Monsieur B. Ducos, giovine ancora, ricco, intelligente, ammiratore di Napoleone, più tardi divenuto reggente della Banca di Francia, ebbe in animo di fare sul finire del 1819 e durante il 1820 il viaggio d'Italia. Egli pensava, come molti altri francesi, come molti inglesi, che la educazione estetica non potesse essere compiuta senza il viaggio d'Italia, senza vedere coi propri occhi e gustare colla propria mente, direttamente, il paese dalle infinite bellezze. Sentì anch'egli, come tanti altri, questa viva attrazione, e venne accompagnato da alcuni amici, e dimorò qui per parecchi mesi, tutto vedendo, tutto esaminando e osservando. E come molti altri avevan fatto e stavan facendo, prese delle note: a casa le ordinò, le fece vedere ai suoi compagni di viaggio, alcune le pubblicò in riviste, come saggi o spunti; non dispiacquero; e allora l'autore fu indotto a pubblicare la narrazione completa e definitiva. Il racconto del Ducos è lungo e minuzioso, e si estende per quattro grossi volumi, quantunque egli non abbia vista e quindi non descritta tutta l'Italia. Non è un artista nel vero senso della parola, non è uno scrittore di grande ala, ma il suo racconto non annoia, spesso interessa e attrae. Le sue osservazioni, non profonde, attirano per la realtà cui sono ispirate e per un grande senso di bonomia che spira da tutto il volume. Qua e là spunta un senso di ironia, che è contenuta e temperata da una grande fondamentale bontà. Il libro è nato dopo il ritorno; molte cose sono state perciò rifatte e compiute più tardi, cosicché non hanno tutta la freschezza delle cose di getto. Le reminiscenze storiche, che sono numerose e notevoli, sono evidentemente state attinte più tardi ai libri, non scritte il giorno della impressione.

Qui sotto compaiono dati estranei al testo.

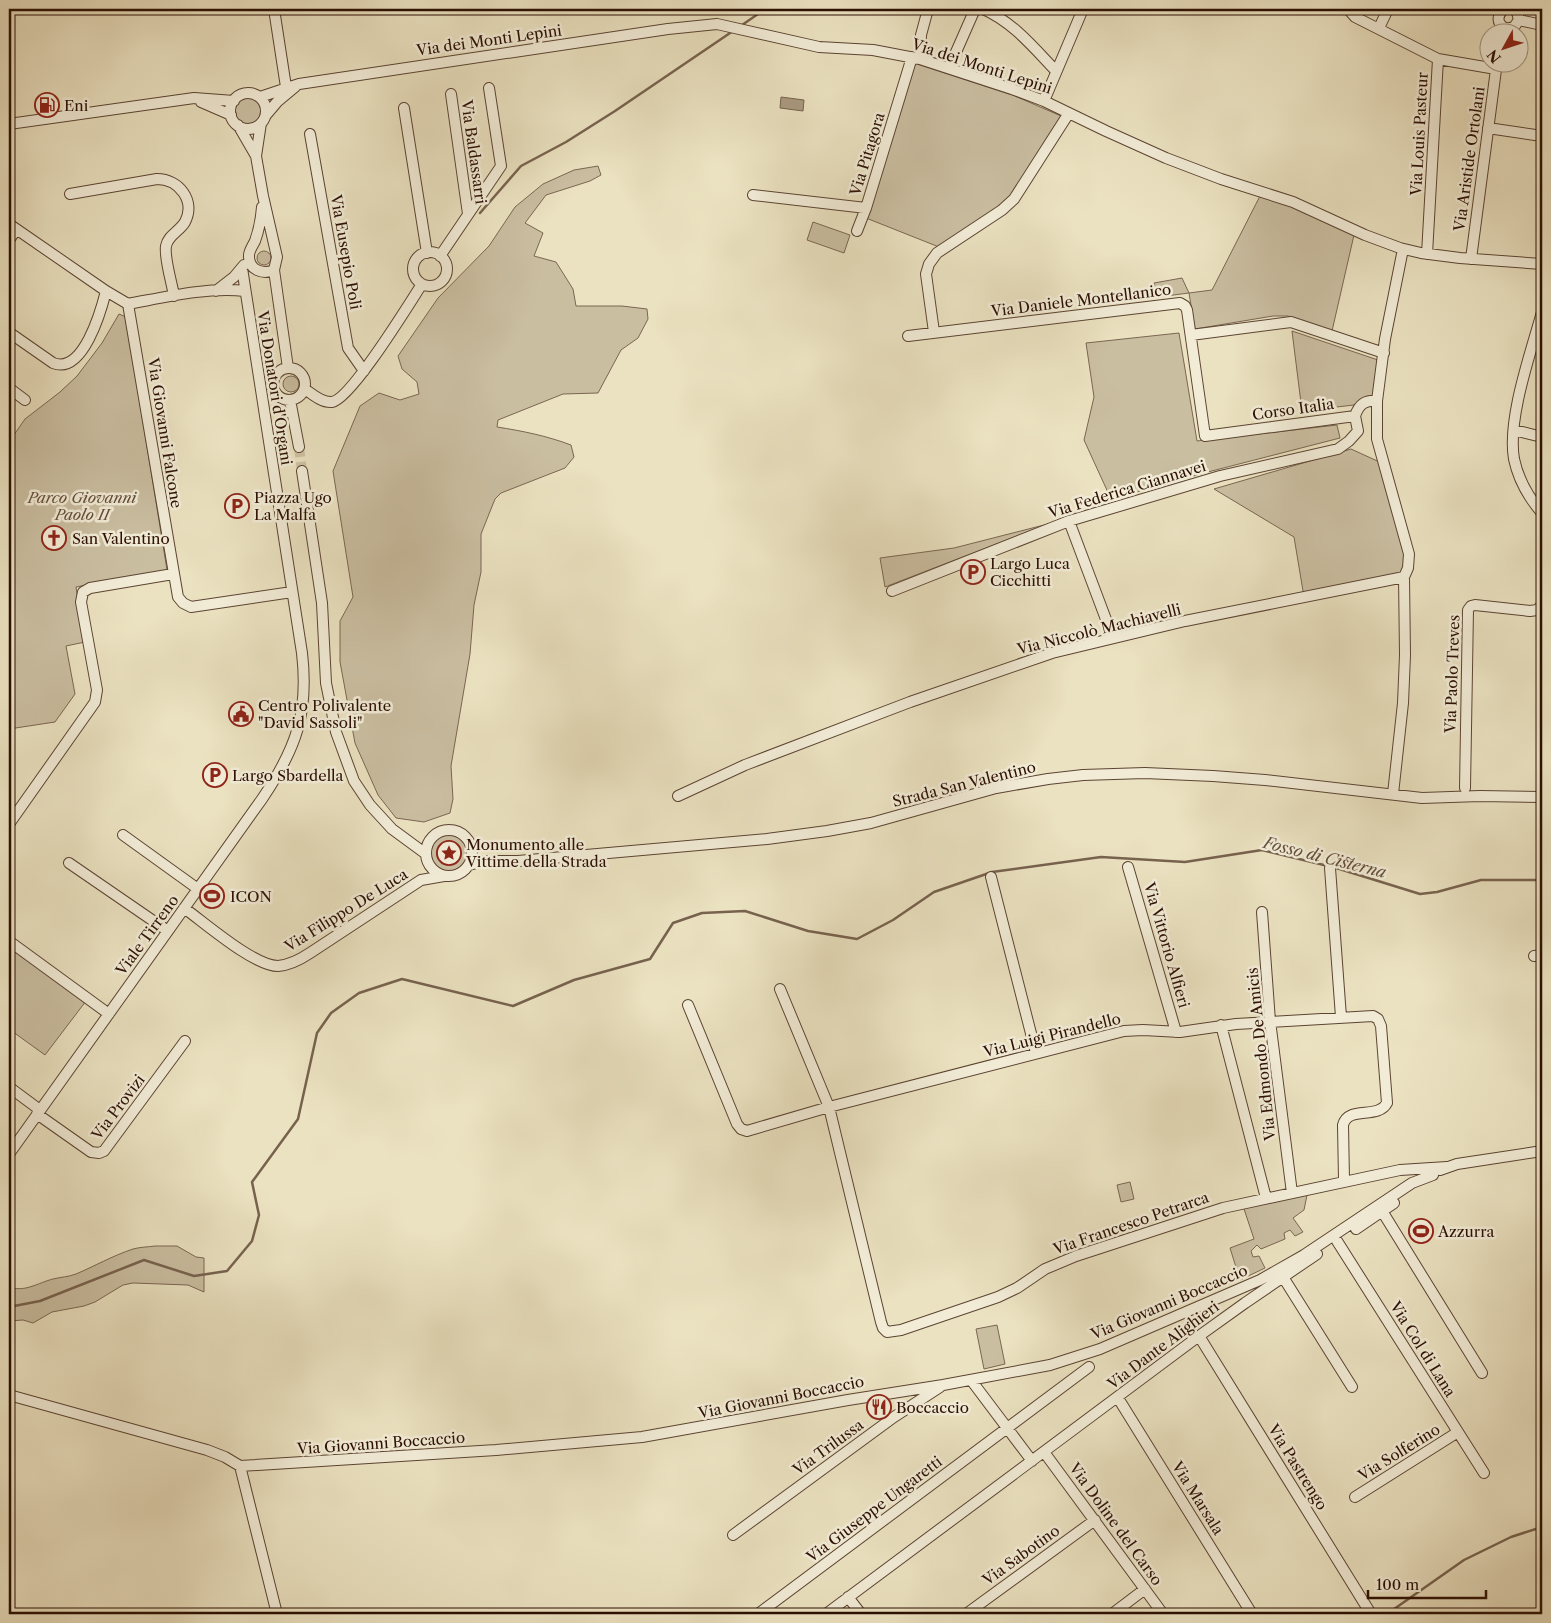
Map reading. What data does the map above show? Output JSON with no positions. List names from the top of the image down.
{
  "streets": {
    "street": [
      "Via dei Monti Lepini",
      "Via Louis Pasteur",
      "Via Baldassarri",
      "Via Pitagora",
      "Via Aristide Ortolani",
      "Via Eusepio Poli",
      "Via Daniele Montellanico",
      "Via Donatori d'Organi",
      "Corso Italia",
      "Via Giovanni Falcone",
      "Via Federica Ciannavei",
      "Via Niccolò Machiavelli",
      "Via Paolo Treves",
      "Strada San Valentino",
      "Via Filippo De Luca",
      "Viale Tirreno",
      "Via Vittorio Alfieri",
      "Via Luigi Pirandello",
      "Via Edmondo De Amicis",
      "Via Provizi",
      "Via Francesco Petrarca",
      "Via Giovanni Boccaccio",
      "Via Dante Alighieri",
      "Via Col di Lana",
      "Via Trilussa",
      "Via Solferino",
      "Via Pastrengo",
      "Via Marsala",
      "Via Giuseppe Ungaretti",
      "Via Doline del Carso",
      "Via Sabotino"
    ]
  },
  "crossings": [
    ["Via dei Monti Lepini", "Via Louis Pasteur"],
    ["Via dei Monti Lepini", "Via Pitagora"],
    ["Via dei Monti Lepini", "Via Aristide Ortolani"],
    ["Via Daniele Montellanico", "Corso Italia"],
    ["Via Donatori d'Organi", "Via Giovanni Falcone"],
    ["Via Donatori d'Organi", "Viale Tirreno"],
    ["Corso Italia", "Via Federica Ciannavei"],
    ["Via Filippo De Luca", "Viale Tirreno"],
    ["Viale Tirreno", "Via Provizi"],
    ["Via Vittorio Alfieri", "Via Luigi Pirandello"],
    ["Via Luigi Pirandello", "Via Edmondo De Amicis"],
    ["Via Luigi Pirandello", "Via Francesco Petrarca"],
    ["Via Edmondo De Amicis", "Via Francesco Petrarca"],
    ["Via Francesco Petrarca", "Via Dante Alighieri"],
    ["Via Giovanni Boccaccio", "Via Dante Alighieri"],
    ["Via Giovanni Boccaccio", "Via Trilussa"],
    ["Via Dante Alighieri", "Via Col di Lana"],
    ["Via Dante Alighieri", "Via Pastrengo"],
    ["Via Dante Alighieri", "Via Marsala"],
    ["Via Dante Alighieri", "Via Doline del Carso"],
    ["Via Col di Lana", "Via Solferino"],
    ["Via Doline del Carso", "Via Sabotino"]
  ],
  "water": ["Fosso di Cisterna"],
  "parks": ["Parco Giovanni Paolo II"],
  "places": {
    "fuel station": ["Eni"],
    "parking": ["Piazza Ugo La Malfa", "Largo Luca Cicchitti", "Largo Sbardella"],
    "church": ["San Valentino"],
    "public building": ["Centro Polivalente \"David Sassoli\""],
    "place": ["Monumento alle Vittime della Strada"],
    "sports": ["ICON", "Azzurra"],
    "restaurant": ["Boccaccio"]
  },
  "scale_bar": "100 m",
  "north": "bottom left"
}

Il viaggio fu iniziato in buona compagnia, ho detto, sulla fine del 1819. Partendo da Parigi il Ducos giunse a Sion, traversò le Alpi per il Sempione, arrivò a Milano, poi continuò per Bergamo, Verona, Vicenza, Venezia, ove si fermò non poco. Quindi riprese il cammino per Ferrara e Bologna, continuò per Rimini, Ancona, Foligno, Roma. Questa era la mèta più lontana del viaggio. Il ritorno fu fatto per Firenze, Bologna, Piacenza, Genova, Torino; le Alpi furono ripassate da Susa. Ho tradotto la parte che si riferisce a Bologna, che ha dei lati assai notevoli e originali, quantunque il gusto artistico lasci più di una volta a desiderare, dalla splendida edizione originale del viaggio fatta a Parigi nel 1829. Edizione rara perché fu tirata in soli 150 esemplari e non posta in commercio. Il finanziere e viaggiatore volle che solo gli amici, e primi quelli che erano con lui nel viaggio, partecipassero ai suoi sentimenti, alle sue impressioni, entusiastiche e sincere su quella che egli bonariamente e affettuosamente chiamava "la belle Italie"!

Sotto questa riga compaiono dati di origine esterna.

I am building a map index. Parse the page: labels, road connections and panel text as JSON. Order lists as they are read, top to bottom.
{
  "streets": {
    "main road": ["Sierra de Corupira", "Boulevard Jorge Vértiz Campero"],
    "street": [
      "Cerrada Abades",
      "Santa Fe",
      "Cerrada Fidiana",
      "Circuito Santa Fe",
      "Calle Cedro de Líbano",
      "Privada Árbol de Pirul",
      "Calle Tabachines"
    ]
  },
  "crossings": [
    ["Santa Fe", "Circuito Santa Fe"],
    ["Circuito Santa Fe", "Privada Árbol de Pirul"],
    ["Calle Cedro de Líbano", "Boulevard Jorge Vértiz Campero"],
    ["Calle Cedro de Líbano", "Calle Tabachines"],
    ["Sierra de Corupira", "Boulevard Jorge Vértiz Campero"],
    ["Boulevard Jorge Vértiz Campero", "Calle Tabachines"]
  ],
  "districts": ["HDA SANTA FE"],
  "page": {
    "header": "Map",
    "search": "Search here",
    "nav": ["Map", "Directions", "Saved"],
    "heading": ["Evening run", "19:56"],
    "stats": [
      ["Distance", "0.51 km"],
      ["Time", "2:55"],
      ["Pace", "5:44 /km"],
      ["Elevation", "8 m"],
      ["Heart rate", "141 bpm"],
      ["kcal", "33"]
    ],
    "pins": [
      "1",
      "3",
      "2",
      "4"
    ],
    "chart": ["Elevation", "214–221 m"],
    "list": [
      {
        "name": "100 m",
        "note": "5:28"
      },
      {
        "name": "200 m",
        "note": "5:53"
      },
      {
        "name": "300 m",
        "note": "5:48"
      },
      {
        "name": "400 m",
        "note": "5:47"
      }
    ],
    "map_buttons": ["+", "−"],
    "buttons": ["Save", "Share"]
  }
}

Il cardinale Spina e 'Riccardo cuor di leone' | Non vedevamo il momento di arrivare a Bologna, di salutare la città, nella quale il medesimo secolo vide nascere Annibale Caracci, il Domenichino, Guido Reni, l'Albani e il Guercino. La Provincia del Bolognese è governata dal cardinal Spina. Gli abitanti si lodano della sua mitezza e della sua equità: la facilità de' suoi modi gli ha conciliato i sentimenti dei laici e dei liberali senza alienargli quelli dei rigoristi e del clero. Passa la sera, per lo più, a teatro, nel palco del Governo; ma Sua Eminenza non assisteva oggi alla rappresentazione di Riccardo Cuor di Leone. La musica italiana di quest'opera è mediocre. Grétry ne ha reso la prova difficile. Pochi compositori potrebbero far dimenticare i motivi svariati ed eletti del musicista di Liegi, la leggerezza e la grazia degli accompagnamenti e specialmente la commovente romanza di Blondel. La sala è piccola e la decorazione screziata in modo ridicolo. Ciascuno tinge e adorna il palco a suo piacere: e ne risulta una confusione di addobbi e di colori che affatica la vista.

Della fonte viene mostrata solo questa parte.